There are good political reasons for Mr. Biden to take this approach. Polls show that most voters are not inclined to support an election-season nomination by Mr. Trump, and that they largely embrace Mr. Biden’s argument that the winner of the presidential race should fill Justice Ruth Bader Ginsburg’s seat. When the main issue at hand is tilting in your favor, why shift the focus to a less predictable debate, like overhauling the courts?
What’s more, if Democrats have any chance of derailing Mr. Trump’s nominee, it will most likely come through overwhelming and persuasive criticism leveled at that person and their record — subjects that could easily be overshadowed by a premature clash over expanding the Supreme Court.
Yet the question remains. And if Mr. Biden is elected president, it may be one of the most important early choices he has to make.

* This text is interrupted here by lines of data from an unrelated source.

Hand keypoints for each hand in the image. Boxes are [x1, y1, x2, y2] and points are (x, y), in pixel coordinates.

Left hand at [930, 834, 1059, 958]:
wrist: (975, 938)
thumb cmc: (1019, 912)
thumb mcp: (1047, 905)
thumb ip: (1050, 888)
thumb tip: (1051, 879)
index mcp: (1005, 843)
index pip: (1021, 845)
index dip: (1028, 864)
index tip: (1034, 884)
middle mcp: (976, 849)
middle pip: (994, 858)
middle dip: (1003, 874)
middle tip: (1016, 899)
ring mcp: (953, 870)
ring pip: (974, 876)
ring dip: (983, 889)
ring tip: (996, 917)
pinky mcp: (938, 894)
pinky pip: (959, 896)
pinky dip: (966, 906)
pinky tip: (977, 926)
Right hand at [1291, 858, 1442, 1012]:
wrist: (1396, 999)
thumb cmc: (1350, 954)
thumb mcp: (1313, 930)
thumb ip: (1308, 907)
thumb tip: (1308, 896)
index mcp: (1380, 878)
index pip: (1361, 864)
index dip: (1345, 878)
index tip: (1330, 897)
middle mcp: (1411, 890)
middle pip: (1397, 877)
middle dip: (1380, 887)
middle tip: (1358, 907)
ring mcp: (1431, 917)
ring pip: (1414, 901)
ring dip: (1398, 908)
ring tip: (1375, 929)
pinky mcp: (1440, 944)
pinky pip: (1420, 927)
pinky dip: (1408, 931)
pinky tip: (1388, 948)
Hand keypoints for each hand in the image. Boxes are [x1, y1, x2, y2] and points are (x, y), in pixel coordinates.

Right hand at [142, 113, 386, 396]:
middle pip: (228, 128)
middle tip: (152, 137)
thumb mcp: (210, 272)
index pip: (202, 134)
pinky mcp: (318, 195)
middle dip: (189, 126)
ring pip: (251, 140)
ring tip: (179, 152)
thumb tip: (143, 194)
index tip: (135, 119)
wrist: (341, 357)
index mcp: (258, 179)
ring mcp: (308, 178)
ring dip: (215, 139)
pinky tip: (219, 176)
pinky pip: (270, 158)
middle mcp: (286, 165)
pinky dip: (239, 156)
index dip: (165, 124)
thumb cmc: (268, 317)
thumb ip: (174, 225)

The risks to Mr. Biden in withholding an answer may have more to do with governing than campaigning. Without a clear signal from him between now and the election, his party could develop a consensus on the subject without him. Already, a number of senior Democrats have indicated they are open to adding seats to the court. Mr. Biden could well find himself facing a powerful movement for a court overhaul before he ever expresses a preference of his own. (He may not object to such an outcome, if he is privately in sympathy with that goal.)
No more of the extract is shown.